What you need to do. Where does the word "Mahy" appear in the entries below? Copy each line that holds it.

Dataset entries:
▼▼▼
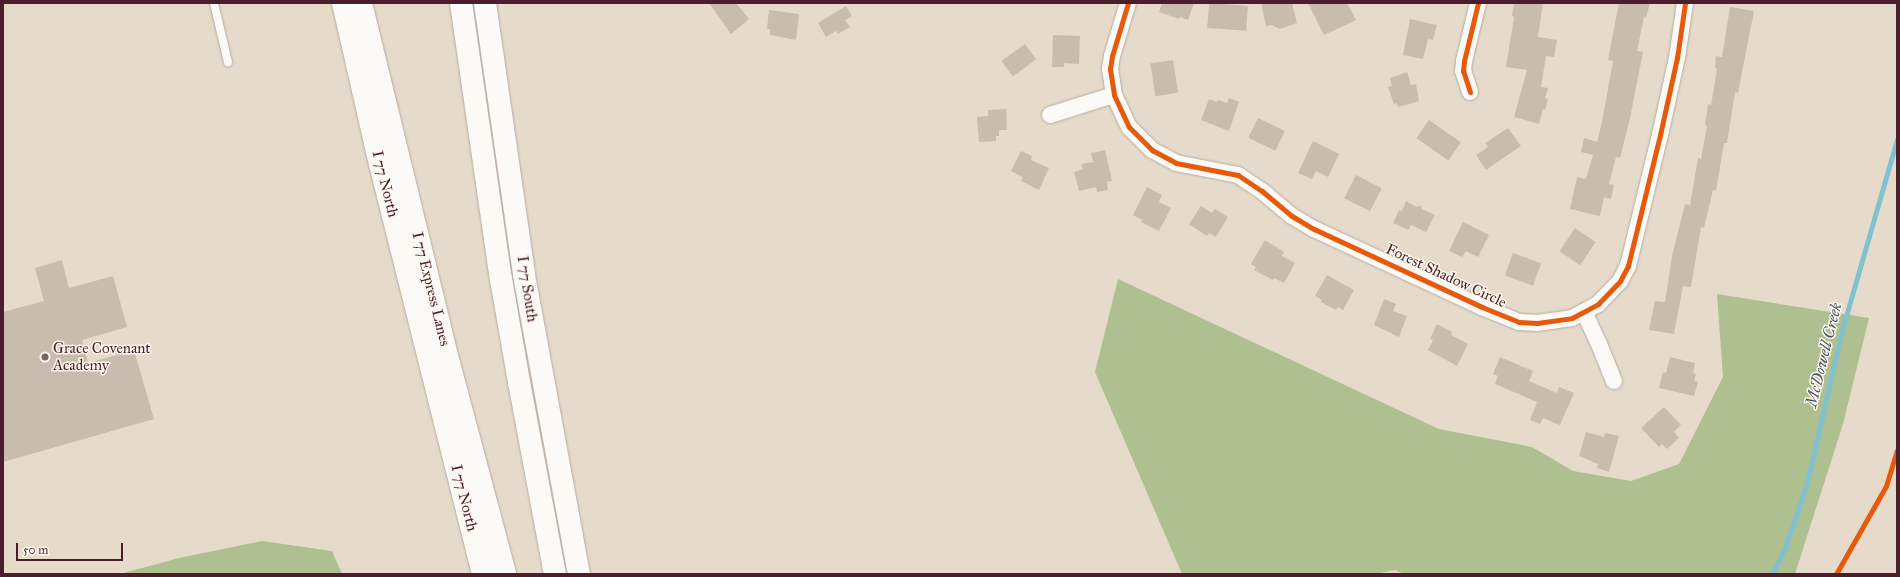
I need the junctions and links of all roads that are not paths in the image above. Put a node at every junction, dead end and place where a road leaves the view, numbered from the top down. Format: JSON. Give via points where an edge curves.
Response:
{"nodes":[{"id":1,"x":214,"y":3,"type":"edge"},
{"id":2,"x":343,"y":3,"type":"edge"},
{"id":3,"x":361,"y":3,"type":"edge"},
{"id":4,"x":461,"y":3,"type":"edge"},
{"id":5,"x":485,"y":3,"type":"edge"},
{"id":6,"x":1128,"y":3,"type":"edge"},
{"id":7,"x":1478,"y":3,"type":"edge"},
{"id":8,"x":1685,"y":3,"type":"edge"},
{"id":9,"x":228,"y":62,"type":"dead end"},
{"id":10,"x":1470,"y":92,"type":"dead end"},
{"id":11,"x":1114,"y":95,"type":"junction"},
{"id":12,"x":1050,"y":114,"type":"dead end"},
{"id":13,"x":1584,"y":312,"type":"junction"},
{"id":14,"x":1614,"y":381,"type":"dead end"},
{"id":15,"x":483,"y":574,"type":"edge"},
{"id":16,"x":505,"y":574,"type":"edge"},
{"id":17,"x":555,"y":574,"type":"edge"},
{"id":18,"x":579,"y":574,"type":"edge"}],
"edges":[{"from":1,"to":9,"type":"lane"},
{"from":2,"to":15,"type":"highway","name":"I 77 North","via":[[382,171]]},
{"from":3,"to":16,"type":"highway","name":"I 77 Express Lanes","via":[[436,310]]},
{"from":4,"to":17,"type":"highway","via":[[501,279]]},
{"from":5,"to":18,"type":"highway","name":"I 77 South","via":[[524,275]]},
{"from":6,"to":11,"type":"street","name":"Forest Shadow Circle","via":[[1110,69]]},
{"from":7,"to":10,"type":"street","via":[[1463,71]]},
{"from":8,"to":13,"type":"street","name":"Forest Shadow Circle","via":[[1660,135],[1628,266],[1609,294]]},
{"from":11,"to":12,"type":"street"},
{"from":11,"to":13,"type":"street","name":"Forest Shadow Circle","via":[[1129,127],[1146,146],[1165,158],[1176,163],[1238,175],[1292,216],[1314,229],[1482,308],[1519,322],[1537,323],[1572,318]]},
{"from":13,"to":14,"type":"street"}]}
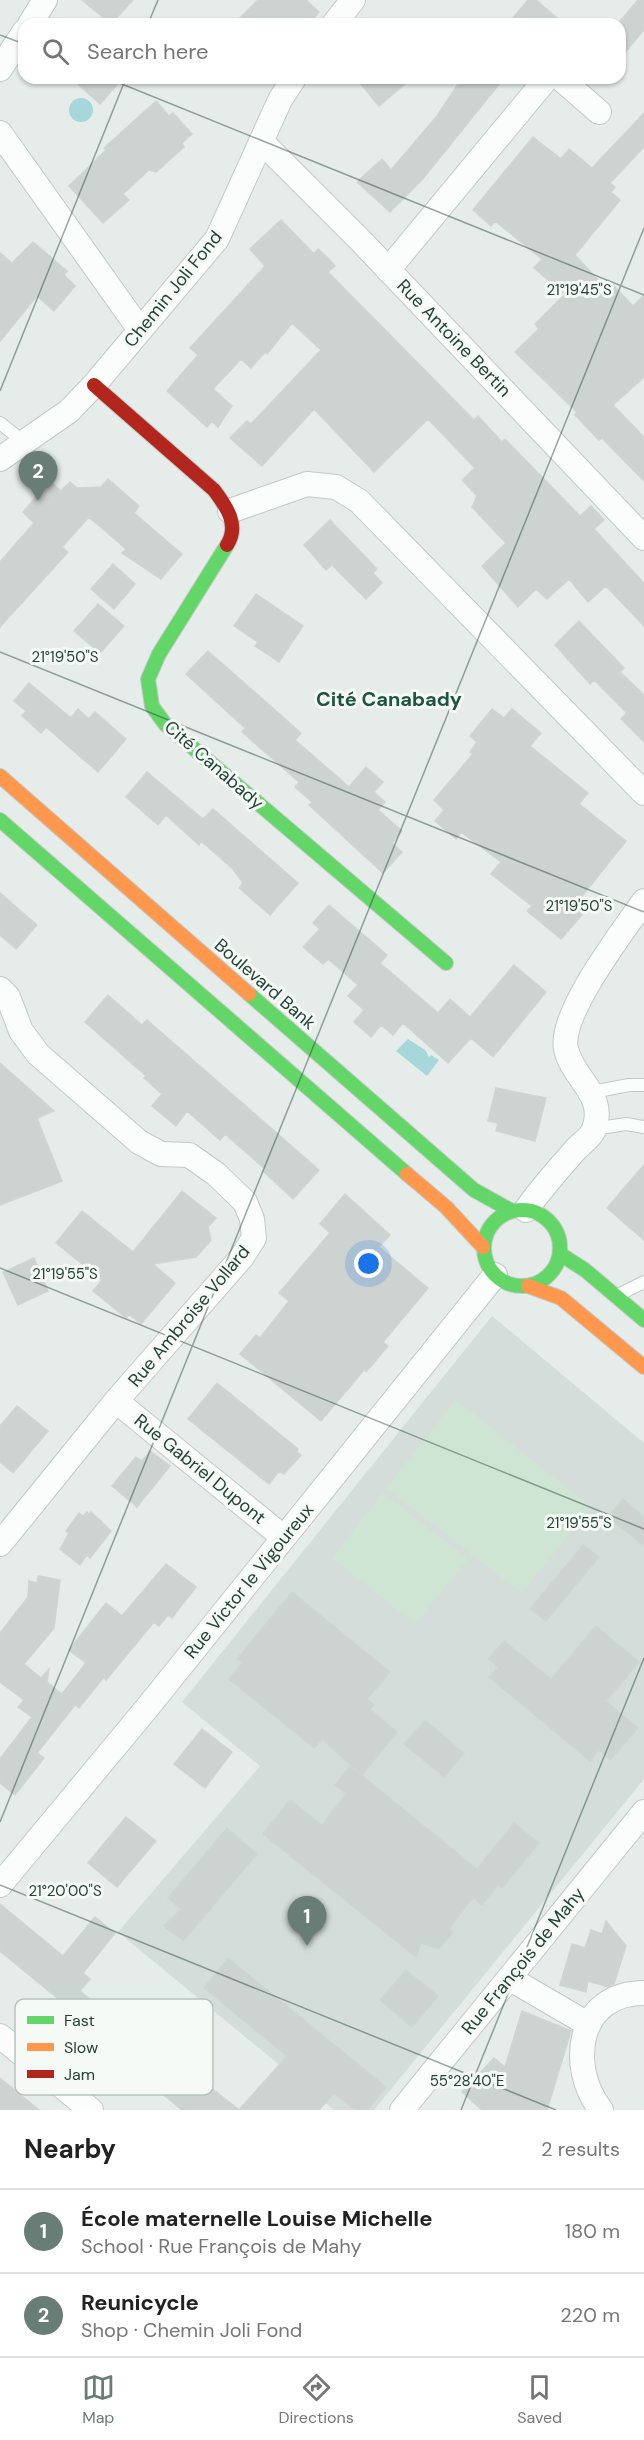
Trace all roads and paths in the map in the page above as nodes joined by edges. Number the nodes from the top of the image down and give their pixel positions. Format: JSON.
{"nodes":[{"id":1,"x":45,"y":0,"type":"edge"},
{"id":2,"x":352,"y":0,"type":"edge"},
{"id":3,"x":34,"y":18,"type":"edge"},
{"id":4,"x":338,"y":18,"type":"edge"},
{"id":5,"x":18,"y":41,"type":"edge"},
{"id":6,"x":0,"y":69,"type":"edge"},
{"id":7,"x":291,"y":84,"type":"edge"},
{"id":8,"x":542,"y":84,"type":"edge"},
{"id":9,"x":567,"y":84,"type":"edge"},
{"id":10,"x":599,"y":112,"type":"dead end"},
{"id":11,"x":0,"y":133,"type":"edge"},
{"id":12,"x":261,"y":141,"type":"junction"},
{"id":13,"x":388,"y":270,"type":"junction"},
{"id":14,"x":140,"y":330,"type":"junction"},
{"id":15,"x":94,"y":385,"type":"junction"},
{"id":16,"x":0,"y":423,"type":"edge"},
{"id":17,"x":24,"y":442,"type":"junction"},
{"id":18,"x":0,"y":459,"type":"edge"},
{"id":19,"x":230,"y":511,"type":"junction"},
{"id":20,"x":644,"y":538,"type":"edge"},
{"id":21,"x":0,"y":776,"type":"edge"},
{"id":22,"x":644,"y":793,"type":"edge"},
{"id":23,"x":0,"y":820,"type":"edge"},
{"id":24,"x":644,"y":901,"type":"edge"},
{"id":25,"x":446,"y":963,"type":"dead end"},
{"id":26,"x":0,"y":989,"type":"edge"},
{"id":27,"x":644,"y":1085,"type":"edge"},
{"id":28,"x":592,"y":1092,"type":"junction"},
{"id":29,"x":644,"y":1127,"type":"edge"},
{"id":30,"x":594,"y":1130,"type":"junction"},
{"id":31,"x":519,"y":1210,"type":"junction"},
{"id":32,"x":483,"y":1247,"type":"junction"},
{"id":33,"x":560,"y":1254,"type":"junction"},
{"id":34,"x":495,"y":1275,"type":"junction"},
{"id":35,"x":644,"y":1282,"type":"edge"},
{"id":36,"x":528,"y":1286,"type":"junction"},
{"id":37,"x":616,"y":1296,"type":"junction"},
{"id":38,"x":644,"y":1320,"type":"edge"},
{"id":39,"x":644,"y":1367,"type":"edge"},
{"id":40,"x":116,"y":1401,"type":"junction"},
{"id":41,"x":283,"y":1537,"type":"junction"},
{"id":42,"x":0,"y":1544,"type":"edge"},
{"id":43,"x":644,"y":1812,"type":"edge"},
{"id":44,"x":0,"y":1885,"type":"edge"},
{"id":45,"x":509,"y":1978,"type":"junction"},
{"id":46,"x":644,"y":1993,"type":"edge"},
{"id":47,"x":586,"y":2023,"type":"junction"},
{"id":48,"x":0,"y":2036,"type":"edge"},
{"id":49,"x":15,"y":2048,"type":"edge"},
{"id":50,"x":73,"y":2095,"type":"edge"},
{"id":51,"x":91,"y":2110,"type":"edge"},
{"id":52,"x":402,"y":2110,"type":"edge"},
{"id":53,"x":602,"y":2110,"type":"edge"}],
"edges":[{"from":1,"to":3,"type":"street"},
{"from":2,"to":4,"type":"street"},
{"from":5,"to":6,"type":"street"},
{"from":7,"to":12,"type":"street","name":"Chemin Joli Fond"},
{"from":8,"to":13,"type":"street"},
{"from":9,"to":10,"type":"street"},
{"from":11,"to":14,"type":"street"},
{"from":12,"to":13,"type":"street","name":"Rue Antoine Bertin"},
{"from":12,"to":14,"type":"street","name":"Chemin Joli Fond"},
{"from":13,"to":20,"type":"street","name":"Rue Antoine Bertin"},
{"from":14,"to":15,"type":"street","name":"Chemin Joli Fond"},
{"from":15,"to":17,"type":"street","name":"Chemin Joli Fond"},
{"from":15,"to":19,"type":"main road"},
{"from":16,"to":17,"type":"lane"},
{"from":17,"to":18,"type":"street","name":"Chemin Joli Fond"},
{"from":19,"to":22,"type":"street"},
{"from":19,"to":25,"type":"main road","name":"Cité Canabady"},
{"from":21,"to":31,"type":"main road","name":"Boulevard Bank"},
{"from":23,"to":32,"type":"main road"},
{"from":24,"to":28,"type":"street"},
{"from":26,"to":40,"type":"street","name":"Rue Ambroise Vollard"},
{"from":27,"to":28,"type":"lane"},
{"from":28,"to":30,"type":"street"},
{"from":29,"to":30,"type":"lane"},
{"from":30,"to":31,"type":"street"},
{"from":31,"to":32,"type":"main road"},
{"from":31,"to":33,"type":"main road"},
{"from":32,"to":34,"type":"main road"},
{"from":33,"to":36,"type":"main road"},
{"from":33,"to":37,"type":"main road"},
{"from":34,"to":36,"type":"main road"},
{"from":34,"to":41,"type":"street","name":"Rue Victor le Vigoureux"},
{"from":35,"to":37,"type":"lane"},
{"from":36,"to":39,"type":"main road"},
{"from":37,"to":38,"type":"main road"},
{"from":40,"to":41,"type":"street","name":"Rue Gabriel Dupont"},
{"from":40,"to":42,"type":"street","name":"Rue Ambroise Vollard"},
{"from":41,"to":44,"type":"street","name":"Rue Victor le Vigoureux"},
{"from":43,"to":45,"type":"street","name":"Rue François de Mahy"},
{"from":45,"to":47,"type":"street"},
{"from":45,"to":52,"type":"street","name":"Rue François de Mahy"},
{"from":46,"to":47,"type":"street"},
{"from":47,"to":53,"type":"street"},
{"from":48,"to":49,"type":"street"},
{"from":50,"to":51,"type":"street"}]}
▲▲▲
Answer to this task.
{"from":43,"to":45,"type":"street","name":"Rue François de Mahy"},
{"from":45,"to":52,"type":"street","name":"Rue François de Mahy"},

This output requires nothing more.